Par message adressé aux parties le 6 juin 2024, jour de l'audience, par le biais du réseau privé virtuel des avocats, la cour a demandé à chacune des parties de lui adresser avant le 10 juillet 2024 une copie de l'assignation du 20 décembre 2021 et des conclusions qu'ils ont adressées au juge de la mise en état, ce qu'elles ont fait.
SUR CE,
Sur l'exception d'incompétence du tribunal judiciaire de Paris profit de la chambre des notaires
Le juge de la mise en état a estimé que le litige portant sur des frais exposés par M. [L] dont la société Etoile Notaires et ses associés sollicitent le remboursement à la suite d'une cession de parts sociales est d'ordre professionnel et relève de la compétence de la chambre des notaires, en application de l'article 4 3° de l'ordonnance n°45-2590 du 2 novembre 1945.
M. [D], M. [O] et la Selarl Etoile Notaires soutiennent que :
- M. [L] ne peut se prévaloir de la qualité de notaire au jour de la délivrance de son action alors que l'arrêté d'acceptation de son retrait de ses fonctions a été publié au journal officiel du 27 avril 2017 et la Selarl Etoile Notaires, personne morale, ne peut avoir la qualité de notaire,
- par courriel du 4 juin 2024, la directrice de la déontologie au sein de la chambre des notaires de Paris a confirmé cette analyse,
- le différend est de nature civile et étranger à l'exercice de la fonction de notaire puisqu'il porte sur le remboursement demandé par la Selarl Etoile Notaires de dépenses qui n'ont pas été engagées à l'occasion ou dans le cadre de l'exercice d'une fonction de notaire associé, mais dans le cadre d'une activité d'apporteur d'affaires, strictement personnelle à l'intéressé, notaire démissionnaire, aucun apport de clientèle n'ayant été effectué depuis le 1er septembre 2016.
M. [L] répond que :
- la question posée au tribunal judiciaire est celle de l'appréciation notamment de la clause liant les parties insérée dans le procès verbal de l'assemblée générale du 30 juin 2016 et de l'interprétation de différentes clauses contractuelles qui résultent des actes régularisés entre les parties,
- le litige est d'ordre professionnel puisqu'il porte sur les relations entre les associés de la Selarl Etoile Notaires et leur ancien associé, à la suite de la cession de parts, dans le cadre des relations professionnelles que les parties avaient prévu de maintenir, notamment au regard de la convention d'apporteur d'affaires,
- les charges sociales payées pour son compte portaient sur des revenus perçus antérieurement à la cession.

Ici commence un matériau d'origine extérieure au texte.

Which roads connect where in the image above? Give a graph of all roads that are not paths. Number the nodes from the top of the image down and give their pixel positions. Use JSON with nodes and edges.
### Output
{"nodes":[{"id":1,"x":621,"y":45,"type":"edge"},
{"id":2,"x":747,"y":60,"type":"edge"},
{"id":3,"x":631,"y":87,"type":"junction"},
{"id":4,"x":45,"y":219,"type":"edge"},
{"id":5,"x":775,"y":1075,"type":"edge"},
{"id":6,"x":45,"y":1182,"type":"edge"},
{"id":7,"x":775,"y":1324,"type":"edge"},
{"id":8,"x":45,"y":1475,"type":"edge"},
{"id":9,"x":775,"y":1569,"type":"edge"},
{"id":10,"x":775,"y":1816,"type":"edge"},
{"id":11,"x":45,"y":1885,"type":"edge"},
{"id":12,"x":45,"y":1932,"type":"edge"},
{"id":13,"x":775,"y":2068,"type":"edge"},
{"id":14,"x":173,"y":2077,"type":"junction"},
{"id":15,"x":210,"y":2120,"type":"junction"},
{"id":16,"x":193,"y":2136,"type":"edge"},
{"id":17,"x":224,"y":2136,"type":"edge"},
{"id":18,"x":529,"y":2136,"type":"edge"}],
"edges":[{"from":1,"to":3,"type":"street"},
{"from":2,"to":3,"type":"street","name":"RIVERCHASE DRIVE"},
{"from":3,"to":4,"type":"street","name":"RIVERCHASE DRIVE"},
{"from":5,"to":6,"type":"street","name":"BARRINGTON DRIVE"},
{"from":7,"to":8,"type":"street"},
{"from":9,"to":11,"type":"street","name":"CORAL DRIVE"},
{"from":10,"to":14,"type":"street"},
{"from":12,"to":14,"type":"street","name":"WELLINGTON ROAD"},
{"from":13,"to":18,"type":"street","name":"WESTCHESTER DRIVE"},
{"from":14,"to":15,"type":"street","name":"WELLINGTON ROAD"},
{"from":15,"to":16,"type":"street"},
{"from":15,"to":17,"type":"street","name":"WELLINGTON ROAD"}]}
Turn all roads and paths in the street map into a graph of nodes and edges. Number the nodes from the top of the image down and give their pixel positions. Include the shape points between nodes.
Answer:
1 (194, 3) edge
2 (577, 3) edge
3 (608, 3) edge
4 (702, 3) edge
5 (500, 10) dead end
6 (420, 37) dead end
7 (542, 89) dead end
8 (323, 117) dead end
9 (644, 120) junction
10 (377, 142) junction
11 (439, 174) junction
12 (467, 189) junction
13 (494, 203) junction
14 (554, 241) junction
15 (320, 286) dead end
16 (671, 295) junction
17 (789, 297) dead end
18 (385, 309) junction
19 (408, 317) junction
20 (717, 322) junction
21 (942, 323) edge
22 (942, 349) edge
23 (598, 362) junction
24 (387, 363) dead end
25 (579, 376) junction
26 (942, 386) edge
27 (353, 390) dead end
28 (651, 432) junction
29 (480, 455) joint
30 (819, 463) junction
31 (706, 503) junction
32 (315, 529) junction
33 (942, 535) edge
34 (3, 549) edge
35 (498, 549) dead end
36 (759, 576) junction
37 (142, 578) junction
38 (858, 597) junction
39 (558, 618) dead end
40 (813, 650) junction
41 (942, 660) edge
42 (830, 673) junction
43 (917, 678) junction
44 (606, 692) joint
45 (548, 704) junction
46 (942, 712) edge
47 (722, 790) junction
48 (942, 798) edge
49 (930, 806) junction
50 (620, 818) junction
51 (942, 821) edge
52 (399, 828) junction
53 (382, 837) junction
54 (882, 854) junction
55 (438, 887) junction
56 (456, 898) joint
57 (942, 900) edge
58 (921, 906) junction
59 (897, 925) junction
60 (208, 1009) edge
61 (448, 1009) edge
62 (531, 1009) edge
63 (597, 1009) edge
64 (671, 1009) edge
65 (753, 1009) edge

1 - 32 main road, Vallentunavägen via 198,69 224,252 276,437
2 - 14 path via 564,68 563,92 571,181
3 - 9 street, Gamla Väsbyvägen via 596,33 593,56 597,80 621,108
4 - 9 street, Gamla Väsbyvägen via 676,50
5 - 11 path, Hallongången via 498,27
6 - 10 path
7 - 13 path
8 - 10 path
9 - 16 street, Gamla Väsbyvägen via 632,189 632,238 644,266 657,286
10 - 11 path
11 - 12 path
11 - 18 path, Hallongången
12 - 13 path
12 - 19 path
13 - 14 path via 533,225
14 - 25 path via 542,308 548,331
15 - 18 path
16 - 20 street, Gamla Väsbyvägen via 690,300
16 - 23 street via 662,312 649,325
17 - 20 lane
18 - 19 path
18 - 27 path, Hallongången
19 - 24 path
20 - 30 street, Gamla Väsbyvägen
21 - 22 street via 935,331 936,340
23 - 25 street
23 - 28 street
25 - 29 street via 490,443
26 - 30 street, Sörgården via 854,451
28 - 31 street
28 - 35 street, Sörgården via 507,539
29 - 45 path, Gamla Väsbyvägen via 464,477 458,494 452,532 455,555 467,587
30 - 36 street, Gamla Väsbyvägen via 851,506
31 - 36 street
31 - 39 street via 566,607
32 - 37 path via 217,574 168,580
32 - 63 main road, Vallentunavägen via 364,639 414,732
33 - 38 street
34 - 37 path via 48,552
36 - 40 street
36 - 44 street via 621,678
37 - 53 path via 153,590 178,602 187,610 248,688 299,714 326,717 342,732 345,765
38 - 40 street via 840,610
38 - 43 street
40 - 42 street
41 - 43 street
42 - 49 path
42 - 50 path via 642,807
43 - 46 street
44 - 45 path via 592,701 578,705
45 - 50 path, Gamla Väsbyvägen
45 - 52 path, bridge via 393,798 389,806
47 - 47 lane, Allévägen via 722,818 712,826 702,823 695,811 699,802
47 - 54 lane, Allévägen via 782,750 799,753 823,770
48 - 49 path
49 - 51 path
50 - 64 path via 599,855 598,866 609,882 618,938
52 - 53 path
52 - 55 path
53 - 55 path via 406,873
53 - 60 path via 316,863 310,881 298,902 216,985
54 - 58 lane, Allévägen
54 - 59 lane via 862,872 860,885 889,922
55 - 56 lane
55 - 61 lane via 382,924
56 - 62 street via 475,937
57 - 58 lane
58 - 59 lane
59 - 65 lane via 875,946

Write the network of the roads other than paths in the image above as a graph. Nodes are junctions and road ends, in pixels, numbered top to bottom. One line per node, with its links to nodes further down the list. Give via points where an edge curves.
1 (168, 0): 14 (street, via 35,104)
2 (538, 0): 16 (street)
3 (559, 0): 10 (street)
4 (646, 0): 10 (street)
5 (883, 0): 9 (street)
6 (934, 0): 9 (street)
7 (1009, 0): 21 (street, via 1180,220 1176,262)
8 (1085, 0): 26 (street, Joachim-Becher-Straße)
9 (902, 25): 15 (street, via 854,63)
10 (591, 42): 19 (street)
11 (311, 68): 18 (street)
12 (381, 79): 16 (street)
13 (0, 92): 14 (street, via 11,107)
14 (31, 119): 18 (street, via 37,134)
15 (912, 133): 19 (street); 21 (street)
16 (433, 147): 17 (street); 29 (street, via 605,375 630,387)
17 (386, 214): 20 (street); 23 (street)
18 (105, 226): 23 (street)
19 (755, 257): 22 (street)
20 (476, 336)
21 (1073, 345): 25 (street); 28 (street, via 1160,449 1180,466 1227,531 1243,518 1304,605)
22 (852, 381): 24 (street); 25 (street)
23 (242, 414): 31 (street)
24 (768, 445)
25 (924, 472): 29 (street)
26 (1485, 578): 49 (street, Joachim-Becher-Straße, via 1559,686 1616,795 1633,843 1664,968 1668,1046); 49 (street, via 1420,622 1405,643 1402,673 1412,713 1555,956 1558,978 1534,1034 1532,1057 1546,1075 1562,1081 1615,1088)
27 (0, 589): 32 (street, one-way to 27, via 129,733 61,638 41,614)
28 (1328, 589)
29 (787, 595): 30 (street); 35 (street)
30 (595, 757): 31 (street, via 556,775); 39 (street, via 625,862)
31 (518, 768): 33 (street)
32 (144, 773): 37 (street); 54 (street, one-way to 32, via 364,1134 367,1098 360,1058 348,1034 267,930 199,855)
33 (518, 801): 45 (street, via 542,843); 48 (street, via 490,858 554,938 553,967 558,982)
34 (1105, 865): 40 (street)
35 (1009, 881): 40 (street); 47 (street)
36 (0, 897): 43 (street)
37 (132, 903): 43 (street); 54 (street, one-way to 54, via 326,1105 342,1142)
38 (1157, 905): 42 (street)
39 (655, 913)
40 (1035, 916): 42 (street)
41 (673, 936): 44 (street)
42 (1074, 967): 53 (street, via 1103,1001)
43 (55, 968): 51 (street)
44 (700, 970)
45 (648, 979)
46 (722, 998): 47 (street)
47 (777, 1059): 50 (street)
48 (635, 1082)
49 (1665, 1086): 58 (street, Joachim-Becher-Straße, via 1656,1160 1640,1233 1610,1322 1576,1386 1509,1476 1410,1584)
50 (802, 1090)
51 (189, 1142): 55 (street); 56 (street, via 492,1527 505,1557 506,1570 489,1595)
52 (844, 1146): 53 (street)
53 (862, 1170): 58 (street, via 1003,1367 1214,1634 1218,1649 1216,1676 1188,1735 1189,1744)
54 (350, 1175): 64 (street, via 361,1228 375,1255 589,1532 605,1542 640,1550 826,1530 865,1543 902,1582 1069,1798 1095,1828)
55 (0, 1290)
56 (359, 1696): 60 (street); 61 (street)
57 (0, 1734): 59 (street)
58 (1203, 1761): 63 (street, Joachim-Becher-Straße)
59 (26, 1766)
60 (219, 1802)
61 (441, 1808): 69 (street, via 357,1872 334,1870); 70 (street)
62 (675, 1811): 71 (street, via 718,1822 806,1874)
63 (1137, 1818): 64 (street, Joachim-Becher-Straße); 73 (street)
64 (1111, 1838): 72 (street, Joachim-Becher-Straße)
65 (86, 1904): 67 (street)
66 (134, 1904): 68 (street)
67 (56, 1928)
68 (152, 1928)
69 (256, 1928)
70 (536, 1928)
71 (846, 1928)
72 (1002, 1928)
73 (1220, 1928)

Selon l'article 4 3°de l'ordonnance n°45-2590 du 2 novembre 1945 relative au statut du notariat, la chambre des notaires a pour attribution de prévenir ou de concilier tous différends d'ordre professionnel entre notaires du département, de trancher, en cas de non-conciliation, ces litiges par des décisions qui seront exécutoires immédiatement.
La procédure de règlement de tous différends d'ordre professionnel entre les notaires, instituée par les textes régissant le statut du notariat et reprise dans les statuts de la Scp, constitue une fin de non-recevoir qui s'impose au juge si les parties l'invoquent.
D'une part, le litige est né postérieurement à l'arrêté du 27 avril 2017 publié le 29 avril suivant acceptant le retrait de M. [L] de sa fonction de notaire associé, lequel n'avait plus la qualité de notaire et dans un avis du 4 juin 2024, la directrice de la déontologie au sein de la chambre des notaires de Paris a indiqué qu' 'elle n'apparaissait pas légitime à intervenir dans le cadre d'une conciliation en application des dispositions de l'ordonnance n°45-2590 du 2 novembre 1945".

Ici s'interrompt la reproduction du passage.